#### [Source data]
<<<<

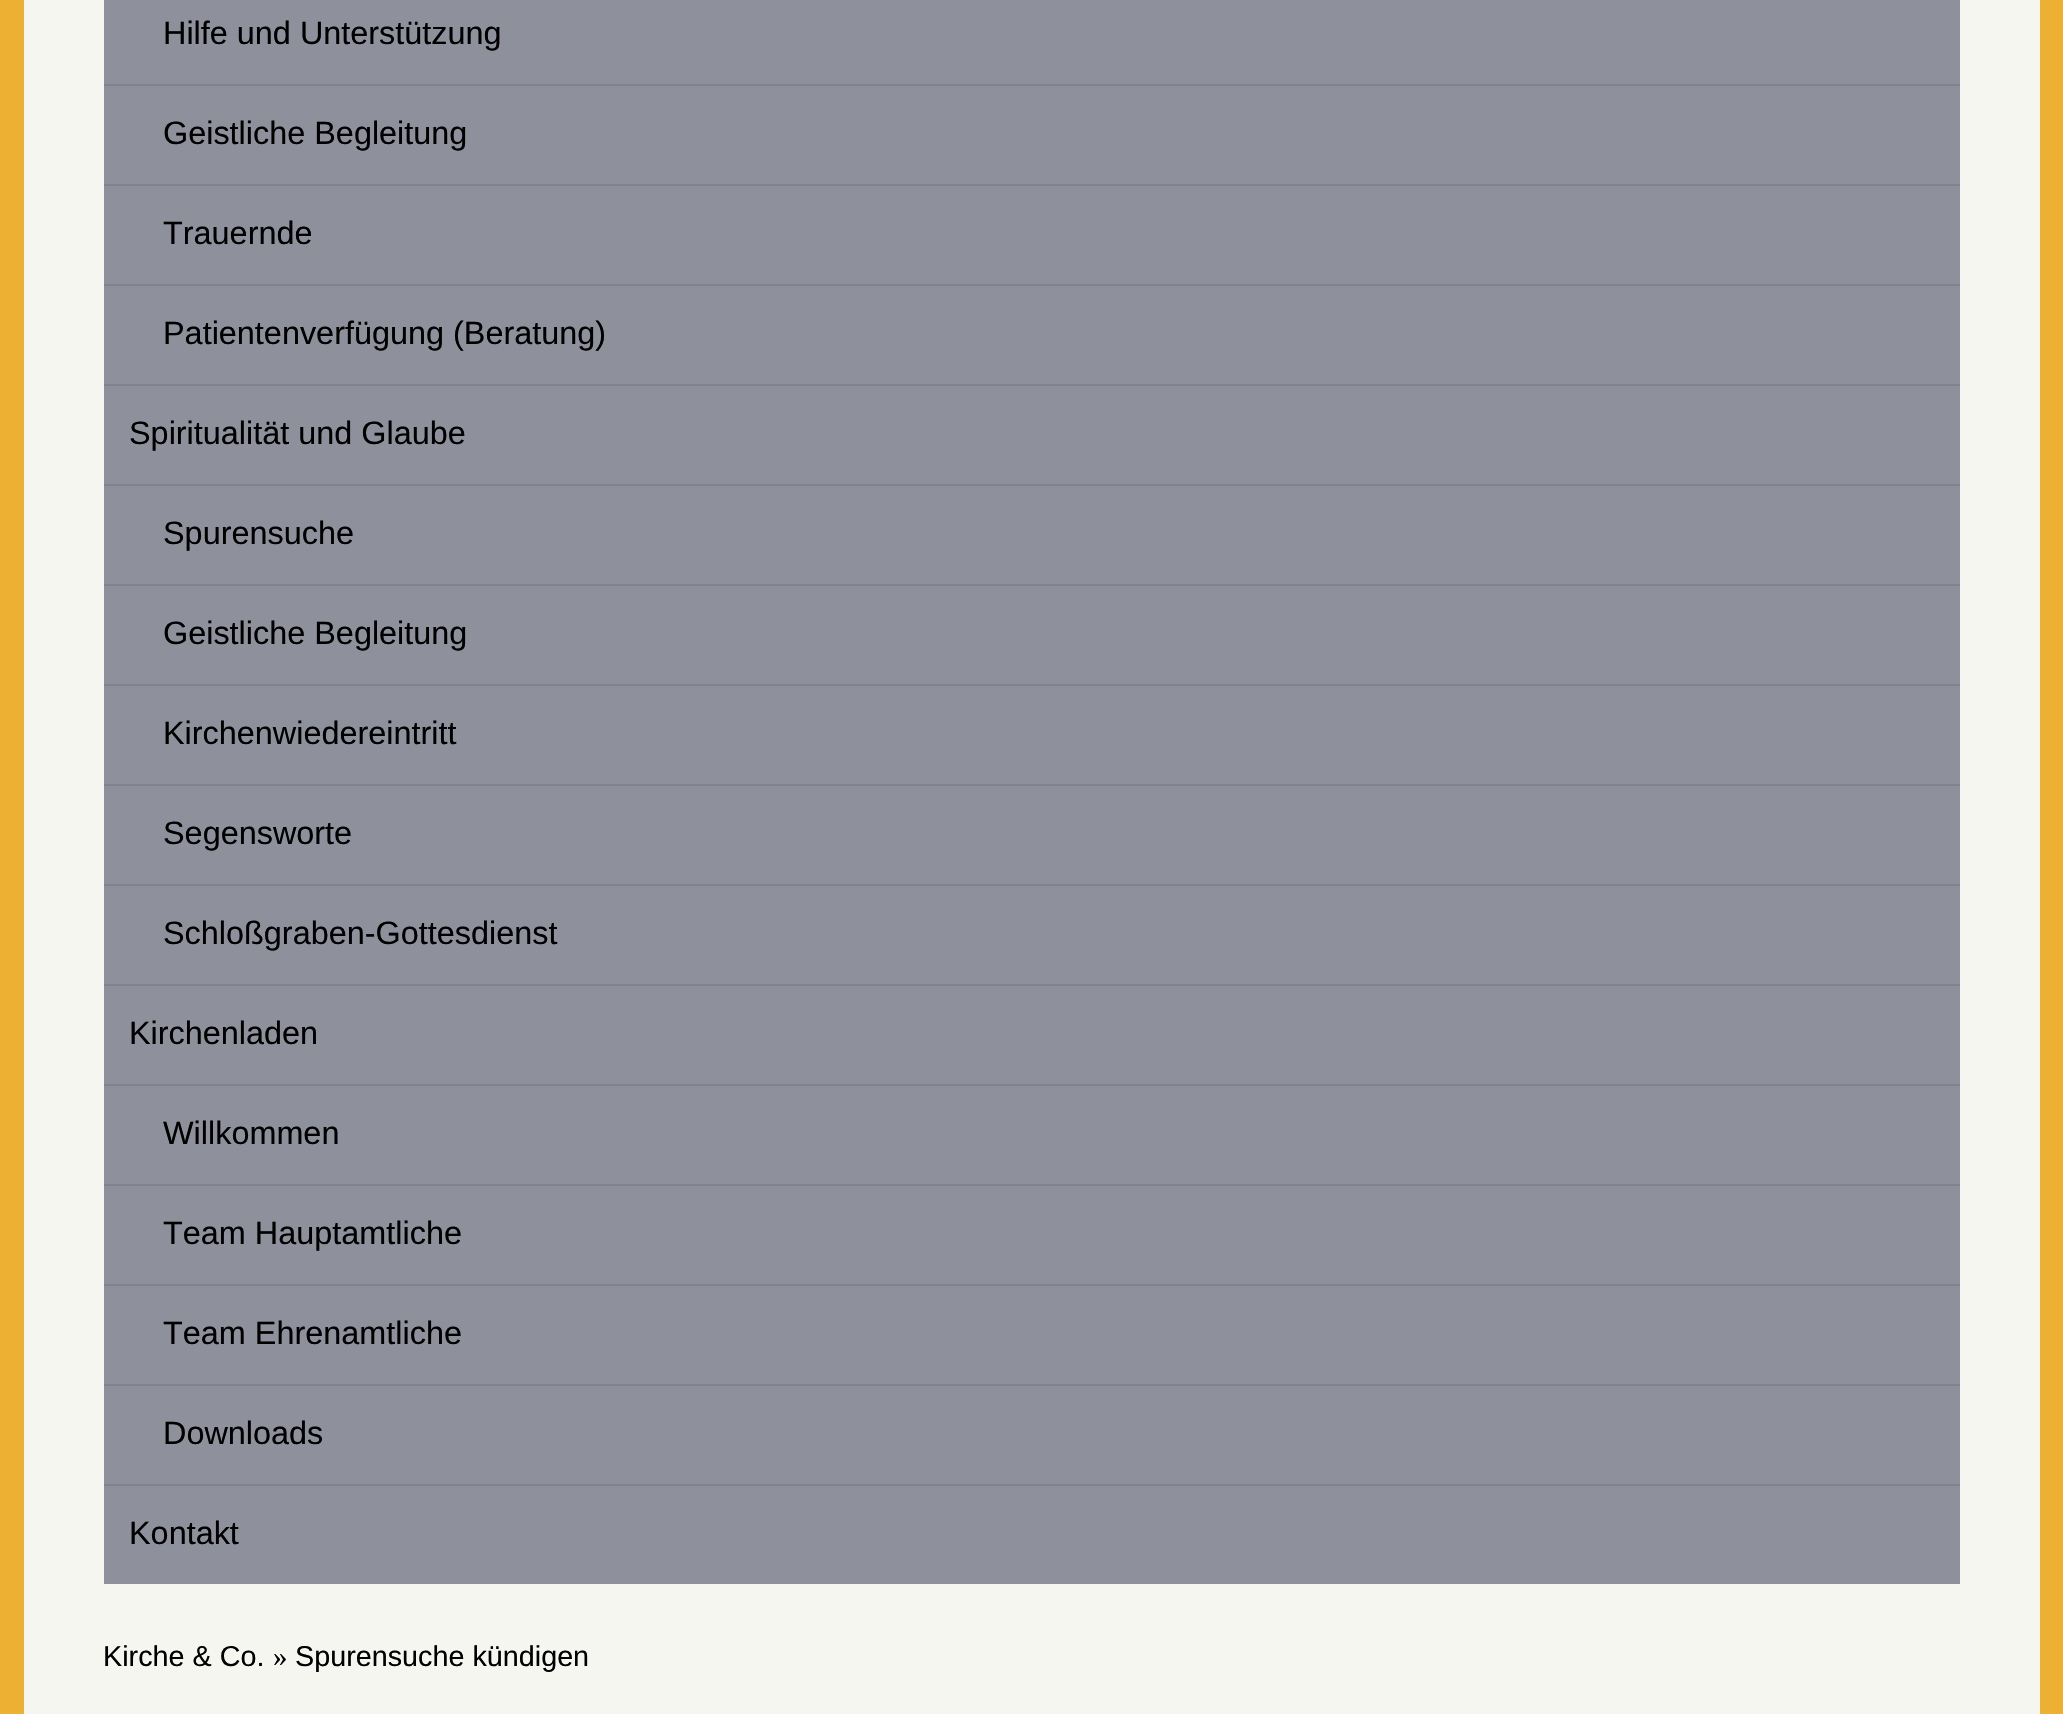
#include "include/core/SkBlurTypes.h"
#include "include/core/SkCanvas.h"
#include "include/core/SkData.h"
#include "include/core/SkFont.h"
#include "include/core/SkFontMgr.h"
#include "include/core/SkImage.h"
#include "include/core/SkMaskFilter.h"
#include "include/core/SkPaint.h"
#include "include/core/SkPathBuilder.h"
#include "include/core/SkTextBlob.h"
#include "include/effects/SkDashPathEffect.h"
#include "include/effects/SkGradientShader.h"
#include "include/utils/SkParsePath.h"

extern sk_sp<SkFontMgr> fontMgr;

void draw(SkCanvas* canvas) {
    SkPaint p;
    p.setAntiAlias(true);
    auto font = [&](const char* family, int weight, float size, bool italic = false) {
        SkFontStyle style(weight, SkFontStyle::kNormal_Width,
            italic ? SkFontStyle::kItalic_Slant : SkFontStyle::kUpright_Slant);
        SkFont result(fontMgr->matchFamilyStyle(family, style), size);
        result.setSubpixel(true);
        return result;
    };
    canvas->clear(0xFFEEB033);
    {
        const struct { float l, t, r, b; SkColor color; } items[] = {
            {24, 0, 2040, 1714, 0xFFF5F6F0},
            {104, 386, 1960, 1584, 0xFF8E919B},
            {104, 0, 1960, 84, 0xFF8E919B},
        };
        for (auto [l, t, r, b, color] : items) {
            p.setColor(color);
            canvas->drawRect(SkRect::MakeLTRB(l, t, r, b), p);
        }
    }
    auto font1 = font("Liberation Sans", 400, 32.4f);
    p.setColor(0xFF000000);
    canvas->drawString("Hilfe und Unterstützung", 163, 44, font1, p);
    p.setColor(0xFF8E919B);
    canvas->drawRect(SkRect::MakeLTRB(104, 86, 1960, 184), p);
    p.setColor(0xFF80838C);
    canvas->drawRect(SkRect::MakeLTRB(104, 84, 1960, 86), p);
    p.setColor(0xFF000000);
    canvas->drawString("Geistliche Begleitung", 163, 144, font1, p);
    p.setColor(0xFF8E919B);
    canvas->drawRect(SkRect::MakeLTRB(104, 186, 1960, 284), p);
    p.setColor(0xFF80838C);
    canvas->drawRect(SkRect::MakeLTRB(104, 184, 1960, 186), p);
    p.setColor(0xFF000000);
    canvas->drawString("Trauernde", 163, 244, font1, p);
    p.setColor(0xFF8E919B);
    canvas->drawRect(SkRect::MakeLTRB(104, 286, 1960, 384), p);
    p.setColor(0xFF80838C);
    canvas->drawRect(SkRect::MakeLTRB(104, 284, 1960, 286), p);
    p.setColor(0xFF000000);
    canvas->drawString("Patientenverfügung (Beratung)", 163, 344, font1, p);
    p.setColor(0xFF80838C);
    canvas->drawRect(SkRect::MakeLTRB(104, 384, 1960, 386), p);
    p.setColor(0xFF000000);
    canvas->drawString("Spiritualität und Glaube", 129, 444, font1, p);
    p.setColor(0xFF80838C);
    canvas->drawRect(SkRect::MakeLTRB(104, 484, 1960, 486), p);
    p.setColor(0xFF000000);
    canvas->drawString("Spurensuche", 163, 544, font1, p);
    p.setColor(0xFF80838C);
    canvas->drawRect(SkRect::MakeLTRB(104, 584, 1960, 586), p);
    p.setColor(0xFF000000);
    canvas->drawString("Geistliche Begleitung", 163, 644, font1, p);
    p.setColor(0xFF80838C);
    canvas->drawRect(SkRect::MakeLTRB(104, 684, 1960, 686), p);
    p.setColor(0xFF000000);
    canvas->drawString("Kirchenwiedereintritt", 163, 744, font1, p);
    p.setColor(0xFF80838C);
    canvas->drawRect(SkRect::MakeLTRB(104, 784, 1960, 786), p);
    p.setColor(0xFF000000);
    canvas->drawString("Segensworte", 163, 844, font1, p);
    p.setColor(0xFF80838C);
    canvas->drawRect(SkRect::MakeLTRB(104, 884, 1960, 886), p);
    p.setColor(0xFF000000);
    canvas->drawString("Schloßgraben-Gottesdienst", 163, 944, font1, p);
    p.setColor(0xFF80838C);
    canvas->drawRect(SkRect::MakeLTRB(104, 984, 1960, 986), p);
    p.setColor(0xFF000000);
    canvas->drawString("Kirchenladen", 129, 1044, font1, p);
    p.setColor(0xFF80838C);
    canvas->drawRect(SkRect::MakeLTRB(104, 1084, 1960, 1086), p);
    p.setColor(0xFF000000);
    canvas->drawString("Willkommen", 163, 1144, font1, p);
    p.setColor(0xFF80838C);
    canvas->drawRect(SkRect::MakeLTRB(104, 1184, 1960, 1186), p);
    p.setColor(0xFF000000);
    canvas->drawString("Team Hauptamtliche", 163, 1244, font1, p);
    p.setColor(0xFF80838C);
    canvas->drawRect(SkRect::MakeLTRB(104, 1284, 1960, 1286), p);
    p.setColor(0xFF000000);
    canvas->drawString("Team Ehrenamtliche", 163, 1344, font1, p);
    p.setColor(0xFF80838C);
    canvas->drawRect(SkRect::MakeLTRB(104, 1384, 1960, 1386), p);
    p.setColor(0xFF000000);
    canvas->drawString("Downloads", 163, 1444, font1, p);
    p.setColor(0xFF80838C);
    canvas->drawRect(SkRect::MakeLTRB(104, 1484, 1960, 1486), p);
    p.setColor(0xFF000000);
    canvas->drawString("Kontakt", 129, 1544, font1, p);
    auto font2 = font("Liberation Sans", 400, 28.75f);
    canvas->drawString("Kirche & Co.", 103, 1666, font2, p);
    auto font3 = font("Liberation Serif", 400, 28.75f);
    canvas->drawString("»", 273, 1666, font3, p);
    canvas->drawString("Spurensuche kündigen", 295, 1666, font2, p);
}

>>>>

#### [What is needed]
Go through the entries above and copy every line containing "italic".

#### [Answer box]
    auto font = [&](const char* family, int weight, float size, bool italic = false) {
            italic ? SkFontStyle::kItalic_Slant : SkFontStyle::kUpright_Slant);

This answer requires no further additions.